--- ENTRIES PROVIDED Enclosed Below ---

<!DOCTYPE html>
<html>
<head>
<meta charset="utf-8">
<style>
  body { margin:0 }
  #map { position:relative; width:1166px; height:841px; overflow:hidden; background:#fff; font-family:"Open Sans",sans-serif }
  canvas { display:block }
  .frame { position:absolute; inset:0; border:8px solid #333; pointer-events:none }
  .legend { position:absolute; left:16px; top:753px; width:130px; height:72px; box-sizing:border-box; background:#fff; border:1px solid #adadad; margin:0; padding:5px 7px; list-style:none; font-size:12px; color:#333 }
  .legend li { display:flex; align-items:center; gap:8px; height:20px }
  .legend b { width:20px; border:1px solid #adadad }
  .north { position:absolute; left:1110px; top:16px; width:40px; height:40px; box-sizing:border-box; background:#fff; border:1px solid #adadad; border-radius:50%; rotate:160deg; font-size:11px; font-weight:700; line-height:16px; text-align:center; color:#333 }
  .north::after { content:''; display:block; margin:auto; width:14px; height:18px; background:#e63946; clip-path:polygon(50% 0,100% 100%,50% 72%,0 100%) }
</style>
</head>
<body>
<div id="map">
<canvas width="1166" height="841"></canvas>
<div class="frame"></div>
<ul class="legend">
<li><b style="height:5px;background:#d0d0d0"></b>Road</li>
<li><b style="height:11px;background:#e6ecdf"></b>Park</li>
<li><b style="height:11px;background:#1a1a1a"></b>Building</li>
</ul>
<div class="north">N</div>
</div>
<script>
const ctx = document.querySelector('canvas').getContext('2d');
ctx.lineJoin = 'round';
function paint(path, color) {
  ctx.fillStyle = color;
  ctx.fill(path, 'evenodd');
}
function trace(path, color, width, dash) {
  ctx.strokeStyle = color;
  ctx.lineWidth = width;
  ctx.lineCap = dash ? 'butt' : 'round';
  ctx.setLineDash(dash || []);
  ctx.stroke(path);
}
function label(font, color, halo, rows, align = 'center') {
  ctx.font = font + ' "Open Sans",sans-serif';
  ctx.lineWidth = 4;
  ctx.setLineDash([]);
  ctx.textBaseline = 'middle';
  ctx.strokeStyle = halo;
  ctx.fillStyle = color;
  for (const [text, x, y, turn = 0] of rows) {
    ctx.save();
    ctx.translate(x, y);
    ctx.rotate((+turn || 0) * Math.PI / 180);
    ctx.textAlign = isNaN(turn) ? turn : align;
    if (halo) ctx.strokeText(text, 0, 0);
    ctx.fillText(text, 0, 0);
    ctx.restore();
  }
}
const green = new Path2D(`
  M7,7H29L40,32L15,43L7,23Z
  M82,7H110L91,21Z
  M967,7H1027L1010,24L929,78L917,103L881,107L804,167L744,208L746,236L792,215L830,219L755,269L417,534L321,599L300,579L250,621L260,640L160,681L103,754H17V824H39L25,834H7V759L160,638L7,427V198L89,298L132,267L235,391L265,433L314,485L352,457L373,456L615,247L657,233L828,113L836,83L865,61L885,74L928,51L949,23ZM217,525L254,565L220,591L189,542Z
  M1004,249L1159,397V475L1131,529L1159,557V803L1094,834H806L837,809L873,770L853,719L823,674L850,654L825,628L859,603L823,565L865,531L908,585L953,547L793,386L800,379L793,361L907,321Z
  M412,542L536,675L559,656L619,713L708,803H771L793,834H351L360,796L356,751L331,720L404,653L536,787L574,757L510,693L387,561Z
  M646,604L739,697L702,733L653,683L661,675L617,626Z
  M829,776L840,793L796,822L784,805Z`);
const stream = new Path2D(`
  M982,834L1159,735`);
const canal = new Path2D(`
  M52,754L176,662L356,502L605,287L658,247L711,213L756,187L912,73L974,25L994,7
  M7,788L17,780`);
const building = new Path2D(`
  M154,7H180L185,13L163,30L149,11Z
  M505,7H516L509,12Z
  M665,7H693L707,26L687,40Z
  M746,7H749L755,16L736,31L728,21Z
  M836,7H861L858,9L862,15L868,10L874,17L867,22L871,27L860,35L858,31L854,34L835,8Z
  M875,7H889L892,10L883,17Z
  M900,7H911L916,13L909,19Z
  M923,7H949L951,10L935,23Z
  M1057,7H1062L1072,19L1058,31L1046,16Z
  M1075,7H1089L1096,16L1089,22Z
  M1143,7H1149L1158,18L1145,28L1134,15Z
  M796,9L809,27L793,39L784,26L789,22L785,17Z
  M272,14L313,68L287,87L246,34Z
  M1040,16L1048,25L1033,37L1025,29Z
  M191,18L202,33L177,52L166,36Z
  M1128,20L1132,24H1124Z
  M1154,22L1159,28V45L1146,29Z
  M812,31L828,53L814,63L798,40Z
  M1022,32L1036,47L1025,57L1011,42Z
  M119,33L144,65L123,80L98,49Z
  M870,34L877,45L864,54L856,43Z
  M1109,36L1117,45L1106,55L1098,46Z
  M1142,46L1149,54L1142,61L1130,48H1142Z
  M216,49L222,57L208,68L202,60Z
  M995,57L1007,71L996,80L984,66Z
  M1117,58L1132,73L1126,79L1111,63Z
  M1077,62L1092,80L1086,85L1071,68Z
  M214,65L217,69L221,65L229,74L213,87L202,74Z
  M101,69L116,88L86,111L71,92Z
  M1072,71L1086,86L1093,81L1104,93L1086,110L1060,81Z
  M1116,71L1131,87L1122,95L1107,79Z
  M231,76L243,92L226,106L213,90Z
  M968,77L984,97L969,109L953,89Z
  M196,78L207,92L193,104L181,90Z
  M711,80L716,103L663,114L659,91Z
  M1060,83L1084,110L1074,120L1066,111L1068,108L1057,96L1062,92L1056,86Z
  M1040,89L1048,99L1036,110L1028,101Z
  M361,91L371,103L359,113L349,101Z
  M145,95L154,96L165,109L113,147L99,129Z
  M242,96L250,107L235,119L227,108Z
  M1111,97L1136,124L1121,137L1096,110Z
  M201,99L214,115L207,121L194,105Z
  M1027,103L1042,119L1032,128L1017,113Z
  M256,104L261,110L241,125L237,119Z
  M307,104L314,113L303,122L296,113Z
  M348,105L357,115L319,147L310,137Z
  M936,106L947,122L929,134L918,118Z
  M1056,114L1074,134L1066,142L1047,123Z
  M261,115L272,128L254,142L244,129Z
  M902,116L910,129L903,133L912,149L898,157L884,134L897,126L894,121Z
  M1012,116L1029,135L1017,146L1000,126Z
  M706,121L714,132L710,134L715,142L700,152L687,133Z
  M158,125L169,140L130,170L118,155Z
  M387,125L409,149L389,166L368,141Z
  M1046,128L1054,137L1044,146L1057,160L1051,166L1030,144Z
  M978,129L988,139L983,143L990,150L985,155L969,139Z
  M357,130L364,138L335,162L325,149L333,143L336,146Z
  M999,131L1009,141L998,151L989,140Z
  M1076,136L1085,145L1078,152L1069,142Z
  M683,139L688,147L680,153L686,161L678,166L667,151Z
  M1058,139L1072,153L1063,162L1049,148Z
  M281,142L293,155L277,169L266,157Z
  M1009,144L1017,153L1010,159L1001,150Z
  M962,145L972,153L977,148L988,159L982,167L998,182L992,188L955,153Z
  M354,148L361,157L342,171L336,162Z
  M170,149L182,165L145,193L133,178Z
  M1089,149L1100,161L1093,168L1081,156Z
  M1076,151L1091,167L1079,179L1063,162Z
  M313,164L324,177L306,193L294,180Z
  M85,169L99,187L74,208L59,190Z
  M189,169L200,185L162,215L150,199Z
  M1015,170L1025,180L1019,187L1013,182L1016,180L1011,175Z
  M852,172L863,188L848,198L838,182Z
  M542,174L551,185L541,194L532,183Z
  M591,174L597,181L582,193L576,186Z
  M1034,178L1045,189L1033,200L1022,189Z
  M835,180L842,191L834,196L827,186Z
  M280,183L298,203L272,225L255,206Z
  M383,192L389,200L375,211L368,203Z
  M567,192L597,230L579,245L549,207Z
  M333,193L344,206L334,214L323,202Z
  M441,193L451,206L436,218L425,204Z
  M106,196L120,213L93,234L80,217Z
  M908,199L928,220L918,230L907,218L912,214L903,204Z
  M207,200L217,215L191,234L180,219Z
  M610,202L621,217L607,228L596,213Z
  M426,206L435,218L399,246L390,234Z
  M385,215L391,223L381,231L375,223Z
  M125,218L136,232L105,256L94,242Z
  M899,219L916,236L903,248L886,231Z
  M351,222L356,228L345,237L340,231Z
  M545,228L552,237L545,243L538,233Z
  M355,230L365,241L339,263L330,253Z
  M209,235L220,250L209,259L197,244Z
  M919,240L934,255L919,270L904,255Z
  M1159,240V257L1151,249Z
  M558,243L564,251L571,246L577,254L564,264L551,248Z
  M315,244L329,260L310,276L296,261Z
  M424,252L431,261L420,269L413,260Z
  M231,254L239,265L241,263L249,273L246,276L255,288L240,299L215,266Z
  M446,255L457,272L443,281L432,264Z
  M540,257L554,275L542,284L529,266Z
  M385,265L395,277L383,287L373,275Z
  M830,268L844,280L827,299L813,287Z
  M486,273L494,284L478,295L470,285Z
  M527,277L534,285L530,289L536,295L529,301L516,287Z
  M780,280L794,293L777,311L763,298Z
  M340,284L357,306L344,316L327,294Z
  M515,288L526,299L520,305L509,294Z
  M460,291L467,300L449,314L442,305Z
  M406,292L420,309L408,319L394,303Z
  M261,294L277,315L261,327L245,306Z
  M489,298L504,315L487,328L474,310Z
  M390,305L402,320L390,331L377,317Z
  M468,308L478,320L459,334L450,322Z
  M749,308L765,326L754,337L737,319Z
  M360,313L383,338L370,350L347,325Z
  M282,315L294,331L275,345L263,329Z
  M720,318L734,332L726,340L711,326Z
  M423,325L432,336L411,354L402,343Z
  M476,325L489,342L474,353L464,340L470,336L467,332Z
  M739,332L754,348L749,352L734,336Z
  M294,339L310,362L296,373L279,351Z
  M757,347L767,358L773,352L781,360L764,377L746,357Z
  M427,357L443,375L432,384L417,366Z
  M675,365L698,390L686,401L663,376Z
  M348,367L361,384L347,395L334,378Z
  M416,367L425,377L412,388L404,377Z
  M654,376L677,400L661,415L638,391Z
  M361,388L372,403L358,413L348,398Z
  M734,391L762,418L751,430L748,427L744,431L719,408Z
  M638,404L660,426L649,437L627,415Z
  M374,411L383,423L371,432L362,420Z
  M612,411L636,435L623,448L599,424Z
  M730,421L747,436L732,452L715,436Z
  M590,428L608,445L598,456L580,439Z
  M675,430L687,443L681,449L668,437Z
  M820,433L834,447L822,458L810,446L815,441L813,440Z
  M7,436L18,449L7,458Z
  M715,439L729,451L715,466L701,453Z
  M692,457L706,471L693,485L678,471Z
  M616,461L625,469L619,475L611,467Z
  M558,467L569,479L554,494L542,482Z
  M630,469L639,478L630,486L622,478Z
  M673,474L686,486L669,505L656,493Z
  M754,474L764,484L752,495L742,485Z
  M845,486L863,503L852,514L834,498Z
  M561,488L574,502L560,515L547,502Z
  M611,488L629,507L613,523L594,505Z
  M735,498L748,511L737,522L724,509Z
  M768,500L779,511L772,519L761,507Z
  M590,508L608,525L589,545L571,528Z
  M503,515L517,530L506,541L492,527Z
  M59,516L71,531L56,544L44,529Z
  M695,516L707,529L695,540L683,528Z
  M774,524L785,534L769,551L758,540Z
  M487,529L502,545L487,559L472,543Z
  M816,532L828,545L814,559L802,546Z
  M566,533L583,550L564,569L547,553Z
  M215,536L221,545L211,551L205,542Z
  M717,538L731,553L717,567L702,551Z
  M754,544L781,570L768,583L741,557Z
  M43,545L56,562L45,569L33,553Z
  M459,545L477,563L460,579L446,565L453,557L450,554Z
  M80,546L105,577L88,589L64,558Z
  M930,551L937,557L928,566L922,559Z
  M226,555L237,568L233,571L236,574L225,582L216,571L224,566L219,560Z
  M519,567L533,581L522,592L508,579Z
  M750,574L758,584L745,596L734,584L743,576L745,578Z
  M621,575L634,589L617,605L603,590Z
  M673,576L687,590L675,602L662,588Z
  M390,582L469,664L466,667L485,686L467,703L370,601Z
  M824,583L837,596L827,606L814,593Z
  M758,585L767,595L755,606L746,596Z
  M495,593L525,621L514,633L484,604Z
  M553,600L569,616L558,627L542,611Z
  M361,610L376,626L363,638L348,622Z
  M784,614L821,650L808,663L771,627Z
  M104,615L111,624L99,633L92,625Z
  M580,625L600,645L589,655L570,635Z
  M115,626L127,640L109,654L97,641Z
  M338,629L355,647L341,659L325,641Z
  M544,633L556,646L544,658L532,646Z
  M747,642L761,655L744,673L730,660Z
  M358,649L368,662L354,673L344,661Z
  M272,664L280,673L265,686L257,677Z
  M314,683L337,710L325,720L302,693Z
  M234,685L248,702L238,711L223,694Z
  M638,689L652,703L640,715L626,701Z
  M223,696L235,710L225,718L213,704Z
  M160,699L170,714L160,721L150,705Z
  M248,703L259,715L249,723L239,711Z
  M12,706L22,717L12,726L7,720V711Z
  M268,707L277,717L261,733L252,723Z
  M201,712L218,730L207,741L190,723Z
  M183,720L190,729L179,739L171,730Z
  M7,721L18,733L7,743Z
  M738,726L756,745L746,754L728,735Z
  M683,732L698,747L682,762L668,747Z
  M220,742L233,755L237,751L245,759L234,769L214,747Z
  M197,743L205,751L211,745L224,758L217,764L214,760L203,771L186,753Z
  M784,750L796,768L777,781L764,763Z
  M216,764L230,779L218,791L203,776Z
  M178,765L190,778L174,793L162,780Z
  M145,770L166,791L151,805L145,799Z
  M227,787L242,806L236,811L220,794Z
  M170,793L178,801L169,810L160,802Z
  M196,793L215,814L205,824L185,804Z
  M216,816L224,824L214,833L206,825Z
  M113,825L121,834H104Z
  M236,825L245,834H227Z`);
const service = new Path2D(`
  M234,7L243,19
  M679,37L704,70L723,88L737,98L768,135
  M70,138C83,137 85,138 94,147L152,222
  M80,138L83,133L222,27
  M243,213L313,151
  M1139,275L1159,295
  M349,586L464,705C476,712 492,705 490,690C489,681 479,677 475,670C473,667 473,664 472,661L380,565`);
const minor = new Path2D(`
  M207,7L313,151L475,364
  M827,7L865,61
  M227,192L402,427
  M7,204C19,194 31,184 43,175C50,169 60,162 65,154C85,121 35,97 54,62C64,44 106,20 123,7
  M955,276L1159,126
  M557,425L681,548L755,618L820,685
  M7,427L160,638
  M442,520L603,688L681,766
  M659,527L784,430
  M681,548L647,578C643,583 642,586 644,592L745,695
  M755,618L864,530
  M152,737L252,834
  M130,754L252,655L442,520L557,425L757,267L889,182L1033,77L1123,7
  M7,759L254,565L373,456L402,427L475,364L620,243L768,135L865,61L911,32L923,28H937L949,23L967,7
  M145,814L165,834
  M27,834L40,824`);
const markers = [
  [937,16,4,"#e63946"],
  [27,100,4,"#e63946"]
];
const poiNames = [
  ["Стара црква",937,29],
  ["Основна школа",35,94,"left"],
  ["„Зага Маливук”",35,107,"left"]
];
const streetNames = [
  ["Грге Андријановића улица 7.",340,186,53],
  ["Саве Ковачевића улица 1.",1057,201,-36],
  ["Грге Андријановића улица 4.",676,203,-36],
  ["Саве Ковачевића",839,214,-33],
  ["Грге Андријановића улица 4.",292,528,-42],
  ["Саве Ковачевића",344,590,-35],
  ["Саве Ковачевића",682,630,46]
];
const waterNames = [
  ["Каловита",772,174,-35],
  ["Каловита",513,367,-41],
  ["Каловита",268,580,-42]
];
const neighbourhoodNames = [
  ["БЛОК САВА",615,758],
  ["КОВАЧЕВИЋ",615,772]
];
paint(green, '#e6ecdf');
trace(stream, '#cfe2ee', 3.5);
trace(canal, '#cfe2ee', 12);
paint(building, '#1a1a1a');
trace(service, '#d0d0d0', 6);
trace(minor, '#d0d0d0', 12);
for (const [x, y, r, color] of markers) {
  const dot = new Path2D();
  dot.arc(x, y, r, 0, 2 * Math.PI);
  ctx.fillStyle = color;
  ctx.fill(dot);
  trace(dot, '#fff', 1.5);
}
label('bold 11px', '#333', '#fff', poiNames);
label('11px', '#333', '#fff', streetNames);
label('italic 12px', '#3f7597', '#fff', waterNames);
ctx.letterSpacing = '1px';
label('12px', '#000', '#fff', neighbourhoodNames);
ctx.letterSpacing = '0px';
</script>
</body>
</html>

--- End of Enclosed ENTRIES PROVIDED ---

Having output the line that contains "position:absolute; left:1110px; top:16px;", stop. Every line before it, back to the first line of the data, must be reproduced exactly.

ANSWER TO THE EXERCISE:
<!DOCTYPE html>
<html>
<head>
<meta charset="utf-8">
<style>
  body { margin:0 }
  #map { position:relative; width:1166px; height:841px; overflow:hidden; background:#fff; font-family:"Open Sans",sans-serif }
  canvas { display:block }
  .frame { position:absolute; inset:0; border:8px solid #333; pointer-events:none }
  .legend { position:absolute; left:16px; top:753px; width:130px; height:72px; box-sizing:border-box; background:#fff; border:1px solid #adadad; margin:0; padding:5px 7px; list-style:none; font-size:12px; color:#333 }
  .legend li { display:flex; align-items:center; gap:8px; height:20px }
  .legend b { width:20px; border:1px solid #adadad }
  .north { position:absolute; left:1110px; top:16px; width:40px; height:40px; box-sizing:border-box; background:#fff; border:1px solid #adadad; border-radius:50%; rotate:160deg; font-size:11px; font-weight:700; line-height:16px; text-align:center; color:#333 }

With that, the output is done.